Phones, bells, and lunch with a dean

Phones, bells, and lunch with a dean

With every new school year there are all kinds of new things: new classes, new teachers, new friendships, and of course, changes to the student handbook.

Upon our arrival to school on September 2, each grade had their own “Welcome Back Assembly.” Principal John Gould introduced us to the new Associate Principal Rachel Chavier and also told us about some of the new rules that administration was going to enforce this year.

One of the first rules was that cell phone usage was going to be much stricter this year. Students are no longer allowed to use their phones in the hallways or even just have them out in class. Phones are only allowed in the cafeteria or the library. If an administration member or teacher sees your phone out otherwise, you will be asked to put it away.

“Your generation is really lucky to live in a time when technology allows us to be so updated,” said Dean Mike Martin, “but when kids are on their phones in the halls, I’ve seen so many situations where students have literally bumped into another kid because they weren’t paying attention.”

The faculty doesn’t necessarily dislike the idea that kids are using their phones. Most of them respect that half of the time we are on our phones we are checking our school e-mails or Aspen. However, they do want to enforce a strong learning environment.

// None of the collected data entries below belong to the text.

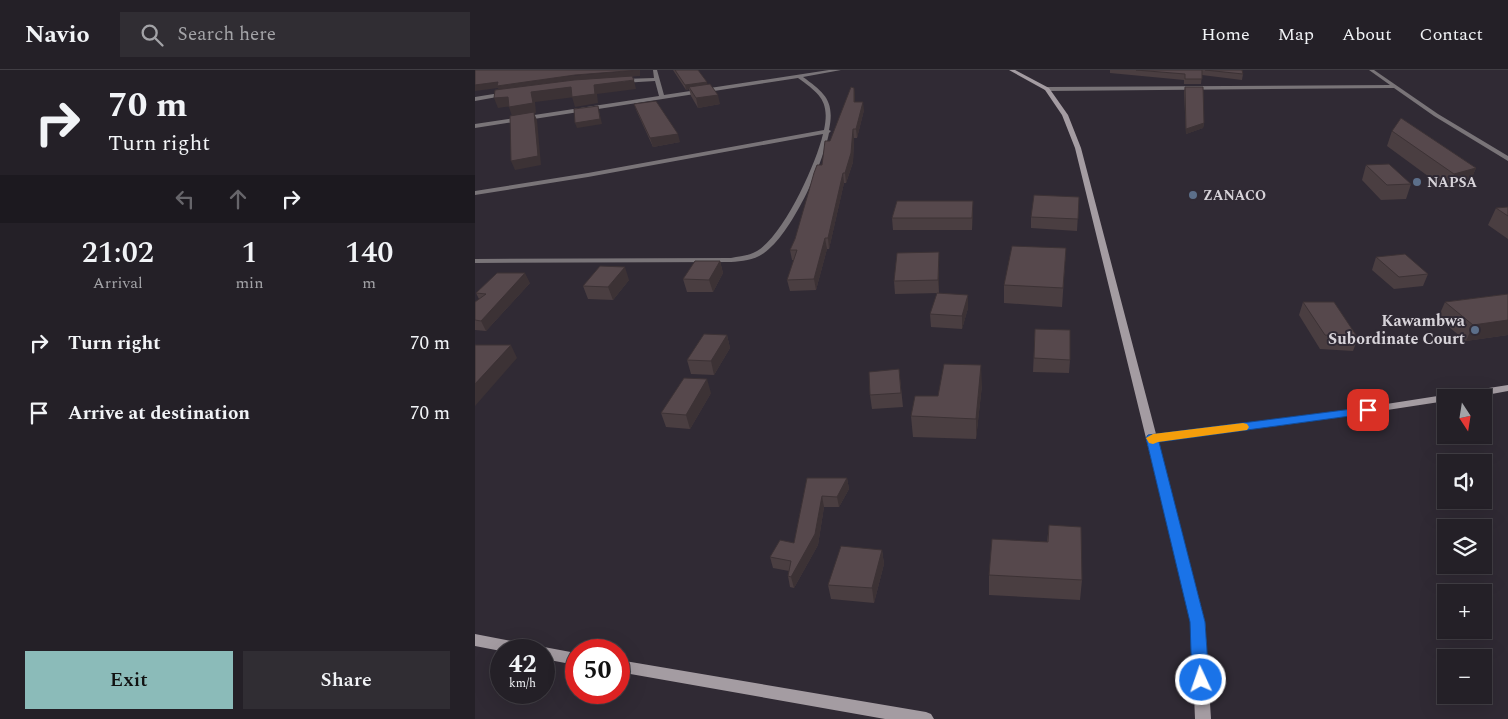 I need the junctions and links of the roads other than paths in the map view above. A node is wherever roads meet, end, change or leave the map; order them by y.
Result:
1 (655, 70) edge
2 (839, 70) edge
3 (1011, 70) edge
4 (1371, 70) edge
5 (799, 76) junction
6 (657, 79) junction
7 (615, 81) edge
8 (1394, 87) junction
9 (1047, 88) junction
10 (514, 93) edge
11 (662, 98) junction
12 (475, 99) edge
13 (475, 126) edge
14 (828, 131) junction
15 (1508, 159) edge
16 (475, 193) edge
17 (475, 261) edge
18 (1508, 388) edge
19 (1493, 390) edge
20 (1437, 400) edge
21 (1153, 438) junction
22 (475, 640) edge
23 (490, 643) edge
24 (630, 668) edge
25 (926, 719) edge
26 (1203, 719) edge

1 - 6 street
2 - 5 street
3 - 9 main road
4 - 8 street
5 - 11 street
5 - 14 street
6 - 7 street
6 - 11 street
8 - 9 street
8 - 15 street
9 - 21 main road
10 - 12 street
11 - 13 street
14 - 16 street
14 - 17 street
18 - 19 main road
20 - 21 main road
21 - 26 main road
22 - 23 main road
24 - 25 main road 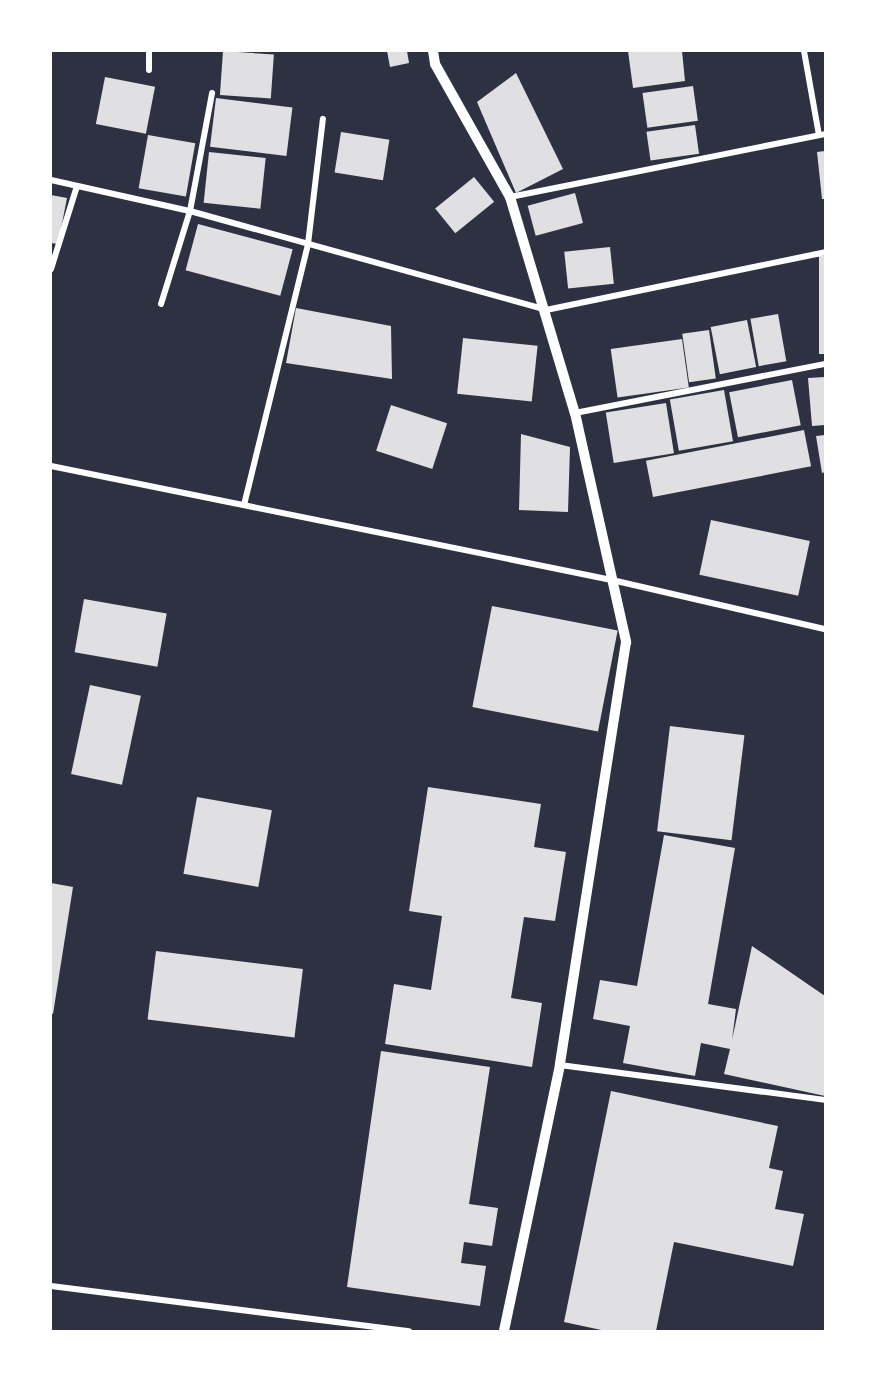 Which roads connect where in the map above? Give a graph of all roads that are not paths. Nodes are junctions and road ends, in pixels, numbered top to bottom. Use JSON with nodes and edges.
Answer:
{"nodes":[{"id":1,"x":149,"y":51,"type":"edge"},
{"id":2,"x":433,"y":51,"type":"edge"},
{"id":3,"x":804,"y":51,"type":"edge"},
{"id":4,"x":149,"y":70,"type":"dead end"},
{"id":5,"x":212,"y":93,"type":"dead end"},
{"id":6,"x":323,"y":119,"type":"dead end"},
{"id":7,"x":822,"y":135,"type":"edge"},
{"id":8,"x":51,"y":180,"type":"edge"},
{"id":9,"x":77,"y":186,"type":"junction"},
{"id":10,"x":510,"y":197,"type":"junction"},
{"id":11,"x":190,"y":211,"type":"junction"},
{"id":12,"x":308,"y":244,"type":"junction"},
{"id":13,"x":825,"y":252,"type":"edge"},
{"id":14,"x":51,"y":269,"type":"edge"},
{"id":15,"x":161,"y":303,"type":"dead end"},
{"id":16,"x":546,"y":310,"type":"junction"},
{"id":17,"x":825,"y":364,"type":"edge"},
{"id":18,"x":575,"y":413,"type":"junction"},
{"id":19,"x":51,"y":466,"type":"edge"},
{"id":20,"x":243,"y":505,"type":"junction"},
{"id":21,"x":612,"y":580,"type":"junction"},
{"id":22,"x":825,"y":629,"type":"edge"},
{"id":23,"x":561,"y":1065,"type":"junction"},
{"id":24,"x":825,"y":1100,"type":"edge"},
{"id":25,"x":51,"y":1286,"type":"edge"},
{"id":26,"x":409,"y":1331,"type":"edge"},
{"id":27,"x":504,"y":1331,"type":"edge"}],
"edges":[{"from":1,"to":4,"type":"street"},
{"from":2,"to":10,"type":"street"},
{"from":3,"to":7,"type":"street"},
{"from":5,"to":11,"type":"street"},
{"from":6,"to":12,"type":"street"},
{"from":7,"to":10,"type":"street"},
{"from":8,"to":9,"type":"street"},
{"from":9,"to":11,"type":"street"},
{"from":9,"to":14,"type":"street"},
{"from":10,"to":16,"type":"street"},
{"from":11,"to":12,"type":"street"},
{"from":11,"to":15,"type":"street"},
{"from":12,"to":16,"type":"street"},
{"from":12,"to":20,"type":"street"},
{"from":13,"to":16,"type":"street"},
{"from":16,"to":18,"type":"street"},
{"from":17,"to":18,"type":"street"},
{"from":18,"to":21,"type":"street"},
{"from":19,"to":20,"type":"street"},
{"from":20,"to":21,"type":"street"},
{"from":21,"to":22,"type":"street"},
{"from":21,"to":23,"type":"street"},
{"from":23,"to":24,"type":"street"},
{"from":23,"to":27,"type":"street"},
{"from":25,"to":26,"type":"street"}]}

“It is not appropriate to ask to leave class just so you can be on your phone,” said Mr. Martin. “It becomes an issue when students ask to go to the bathroom just so they can wander the halls being on their phones. Ultimately, we want to enforce safe study habits.”

The rules haven’t really changed entirely from last year, they are just going to be enforced much more this year.

Some think these cell phone changes aren’t necessarily that bad. “I like the changes,” said sophomore Mike Cabral. “I think people need to get off their phones.”

The question is if they really are going to be enforced like we are told they are going to be.

“I don’t think they’re going to be enforced,” said senior Sabrina Azinheira. “They’re already not being enforced.”

Another rule change is that students can no longer be dismissed by phone. If a student is to be dismissed, it needs to be either by note or fax from a parent or guardian. This idea was actually introduced by Mr. Gould. He did not like that students could be so easily dismissed with just a phone call.

“We need accountability in writing,” said Mr. Martin. He continued to say that the administration is in charge of us from 7:30 until 2:03, and they need to know where we are at all times for our own safety.

“People were taking advantage of it,” said Hall Monitor Paul Humason. “If students find a loophole and take advantage of it, the system needs to be changed.”

There are still going to be discrepancies with students forging notes, as they’ve done that forever. The most important thing is that the administration has a physical document stating that a student is allowed to be dismissed so that parents and guardians are aware.

Probably one of the more unique policies is the lunch detention. A lunch detention is when you have to eat your lunch with a dean in the guidance conference room rather than with your friends in the cafeteria. Students receive a lunch detention when they have more than seven tardies per semester.

Last year, the punishment for seven tardies was an after session. When many students would just skip these after sessions, this would result in their getting a Saturday school. If they skipped the Saturday school, they would end up with In-School Suspension for insubordination because they refused to go to all of their prior after school punishments.

“It’s difficult to have a consequence beyond the school day,” said Mr. Martin. The lunch detentions provide an in-school punishment that doesn’t impact class time and isn’t nearly as inconvenient as an after session or Saturday school.

“For a punishment, it’s really not that bad,” said junior Colby Lima. “It’s a somewhat relaxed punishment compared to last year.”

One of the most annoying changes this year was the tone of the bells. Practically everyone, students and teachers alike, dislike them.

“They’re dumb,” said senior Ethan Shields. “They sound bad, and you can hardly hear them in the gym or cafeteria.” You have to listen for the bell which makes us wonder whether or not the bell has actually rung or if we’re just hearing things.

“It sounds like a hearing test!” said Mr. Hummason.

Many people agree that the first time they heard the bell, they thought their ears were ringing.

“We recognize that everyone hates them,” said Mr. Martin. The reason that the bells had to change is because they are hooked up to the intercom through the phone system. When they got the new phones, they only came with five bell tones. According to Secretary Donna Flor, the bell that we hear is the least annoying of all five bells.

Mr. Martin said that they have contacted the company and are working on changing the bells to a more tolerable tone. Unfortunately, for now we will have to deal with the bells as they are now.